WHAT IS NEEDED: Please return all records verbatim, no pictures.

Stored dataset items
# # #

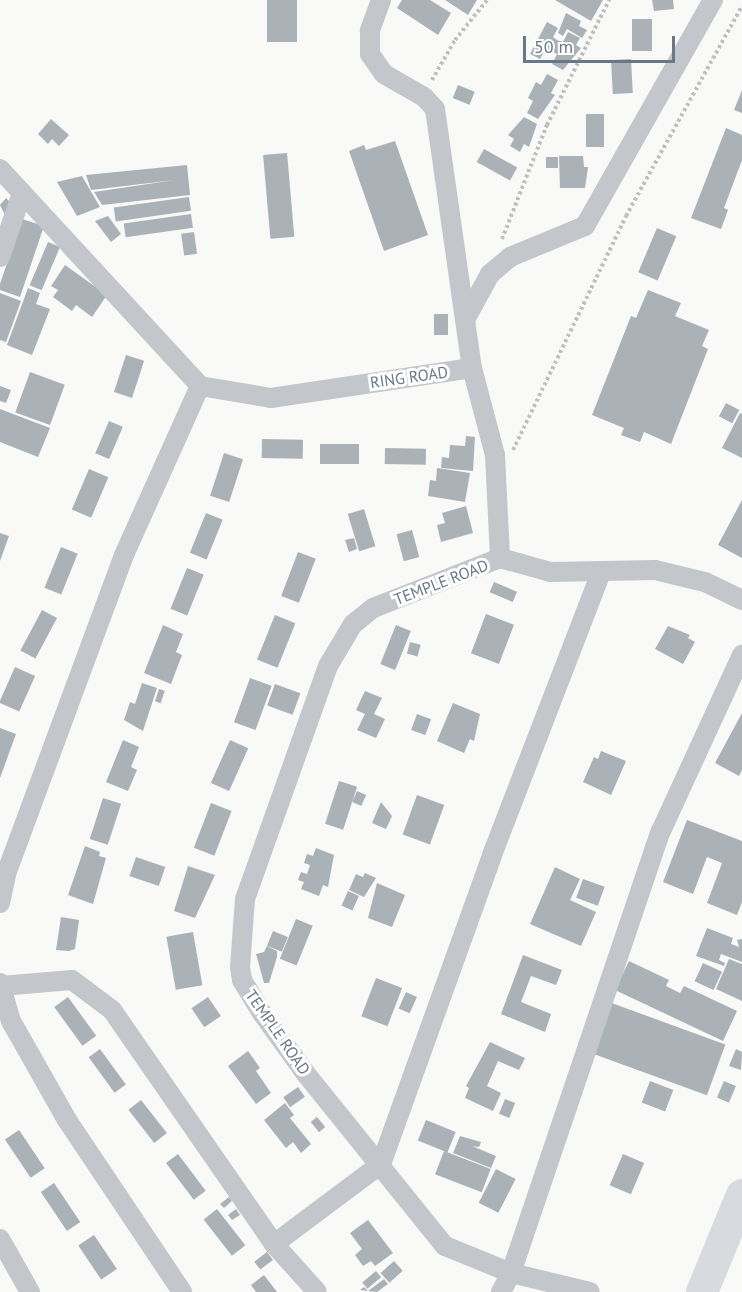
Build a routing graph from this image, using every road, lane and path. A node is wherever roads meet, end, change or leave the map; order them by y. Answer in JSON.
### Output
{"nodes":[{"id":1,"x":381,"y":0,"type":"edge"},
{"id":2,"x":487,"y":0,"type":"edge"},
{"id":3,"x":609,"y":0,"type":"edge"},
{"id":4,"x":713,"y":0,"type":"edge"},
{"id":5,"x":742,"y":6,"type":"edge"},
{"id":6,"x":424,"y":97,"type":"junction"},
{"id":7,"x":0,"y":169,"type":"edge"},
{"id":8,"x":22,"y":193,"type":"junction"},
{"id":9,"x":0,"y":257,"type":"edge"},
{"id":10,"x":490,"y":274,"type":"junction"},
{"id":11,"x":466,"y":318,"type":"junction"},
{"id":12,"x":472,"y":368,"type":"junction"},
{"id":13,"x":200,"y":386,"type":"junction"},
{"id":14,"x":495,"y":487,"type":"junction"},
{"id":15,"x":501,"y":558,"type":"junction"},
{"id":16,"x":601,"y":573,"type":"junction"},
{"id":17,"x":742,"y":600,"type":"edge"},
{"id":18,"x":742,"y":655,"type":"edge"},
{"id":19,"x":0,"y":903,"type":"edge"},
{"id":20,"x":0,"y":984,"type":"edge"},
{"id":21,"x":381,"y":1164,"type":"junction"},
{"id":22,"x":742,"y":1195,"type":"edge"},
{"id":23,"x":0,"y":1239,"type":"edge"},
{"id":24,"x":274,"y":1244,"type":"junction"},
{"id":25,"x":511,"y":1273,"type":"junction"},
{"id":26,"x":30,"y":1292,"type":"edge"},
{"id":27,"x":182,"y":1292,"type":"edge"},
{"id":28,"x":317,"y":1292,"type":"edge"},
{"id":29,"x":501,"y":1292,"type":"edge"},
{"id":30,"x":590,"y":1292,"type":"edge"},
{"id":31,"x":702,"y":1292,"type":"edge"}],
"edges":[{"from":1,"to":6,"type":"street"},
{"from":2,"to":6,"type":"path"},
{"from":3,"to":10,"type":"path"},
{"from":4,"to":10,"type":"street"},
{"from":5,"to":14,"type":"path"},
{"from":6,"to":11,"type":"street"},
{"from":7,"to":8,"type":"street"},
{"from":8,"to":9,"type":"street"},
{"from":8,"to":13,"type":"street"},
{"from":10,"to":11,"type":"street"},
{"from":11,"to":12,"type":"street"},
{"from":12,"to":13,"type":"street","name":"RING ROAD"},
{"from":12,"to":14,"type":"street","name":"RING ROAD"},
{"from":13,"to":19,"type":"street"},
{"from":14,"to":15,"type":"street","name":"RING ROAD"},
{"from":15,"to":16,"type":"street"},
{"from":15,"to":21,"type":"street","name":"TEMPLE ROAD"},
{"from":16,"to":17,"type":"street"},
{"from":16,"to":21,"type":"street"},
{"from":18,"to":25,"type":"street"},
{"from":20,"to":24,"type":"street"},
{"from":20,"to":27,"type":"street"},
{"from":21,"to":24,"type":"street"},
{"from":21,"to":25,"type":"street","name":"TEMPLE ROAD"},
{"from":22,"to":31,"type":"highway"},
{"from":23,"to":26,"type":"street"},
{"from":24,"to":28,"type":"street"},
{"from":25,"to":29,"type":"street"},
{"from":25,"to":30,"type":"street","name":"TEMPLE ROAD"}]}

# # #

REPLY TO THE TASK:
Build a routing graph from this image, using every road, lane and path. A node is wherever roads meet, end, change or leave the map; order them by y. Answer in JSON.
### Output
{"nodes":[{"id":1,"x":381,"y":0,"type":"edge"},
{"id":2,"x":487,"y":0,"type":"edge"},
{"id":3,"x":609,"y":0,"type":"edge"},
{"id":4,"x":713,"y":0,"type":"edge"},
{"id":5,"x":742,"y":6,"type":"edge"},
{"id":6,"x":424,"y":97,"type":"junction"},
{"id":7,"x":0,"y":169,"type":"edge"},
{"id":8,"x":22,"y":193,"type":"junction"},
{"id":9,"x":0,"y":257,"type":"edge"},
{"id":10,"x":490,"y":274,"type":"junction"},
{"id":11,"x":466,"y":318,"type":"junction"},
{"id":12,"x":472,"y":368,"type":"junction"},
{"id":13,"x":200,"y":386,"type":"junction"},
{"id":14,"x":495,"y":487,"type":"junction"},
{"id":15,"x":501,"y":558,"type":"junction"},
{"id":16,"x":601,"y":573,"type":"junction"},
{"id":17,"x":742,"y":600,"type":"edge"},
{"id":18,"x":742,"y":655,"type":"edge"},
{"id":19,"x":0,"y":903,"type":"edge"},
{"id":20,"x":0,"y":984,"type":"edge"},
{"id":21,"x":381,"y":1164,"type":"junction"},
{"id":22,"x":742,"y":1195,"type":"edge"},
{"id":23,"x":0,"y":1239,"type":"edge"},
{"id":24,"x":274,"y":1244,"type":"junction"},
{"id":25,"x":511,"y":1273,"type":"junction"},
{"id":26,"x":30,"y":1292,"type":"edge"},
{"id":27,"x":182,"y":1292,"type":"edge"},
{"id":28,"x":317,"y":1292,"type":"edge"},
{"id":29,"x":501,"y":1292,"type":"edge"},
{"id":30,"x":590,"y":1292,"type":"edge"},
{"id":31,"x":702,"y":1292,"type":"edge"}],
"edges":[{"from":1,"to":6,"type":"street"},
{"from":2,"to":6,"type":"path"},
{"from":3,"to":10,"type":"path"},
{"from":4,"to":10,"type":"street"},
{"from":5,"to":14,"type":"path"},
{"from":6,"to":11,"type":"street"},
{"from":7,"to":8,"type":"street"},
{"from":8,"to":9,"type":"street"},
{"from":8,"to":13,"type":"street"},
{"from":10,"to":11,"type":"street"},
{"from":11,"to":12,"type":"street"},
{"from":12,"to":13,"type":"street","name":"RING ROAD"},
{"from":12,"to":14,"type":"street","name":"RING ROAD"},
{"from":13,"to":19,"type":"street"},
{"from":14,"to":15,"type":"street","name":"RING ROAD"},
{"from":15,"to":16,"type":"street"},
{"from":15,"to":21,"type":"street","name":"TEMPLE ROAD"},
{"from":16,"to":17,"type":"street"},
{"from":16,"to":21,"type":"street"},
{"from":18,"to":25,"type":"street"},
{"from":20,"to":24,"type":"street"},
{"from":20,"to":27,"type":"street"},
{"from":21,"to":24,"type":"street"},
{"from":21,"to":25,"type":"street","name":"TEMPLE ROAD"},
{"from":22,"to":31,"type":"highway"},
{"from":23,"to":26,"type":"street"},
{"from":24,"to":28,"type":"street"},
{"from":25,"to":29,"type":"street"},
{"from":25,"to":30,"type":"street","name":"TEMPLE ROAD"}]}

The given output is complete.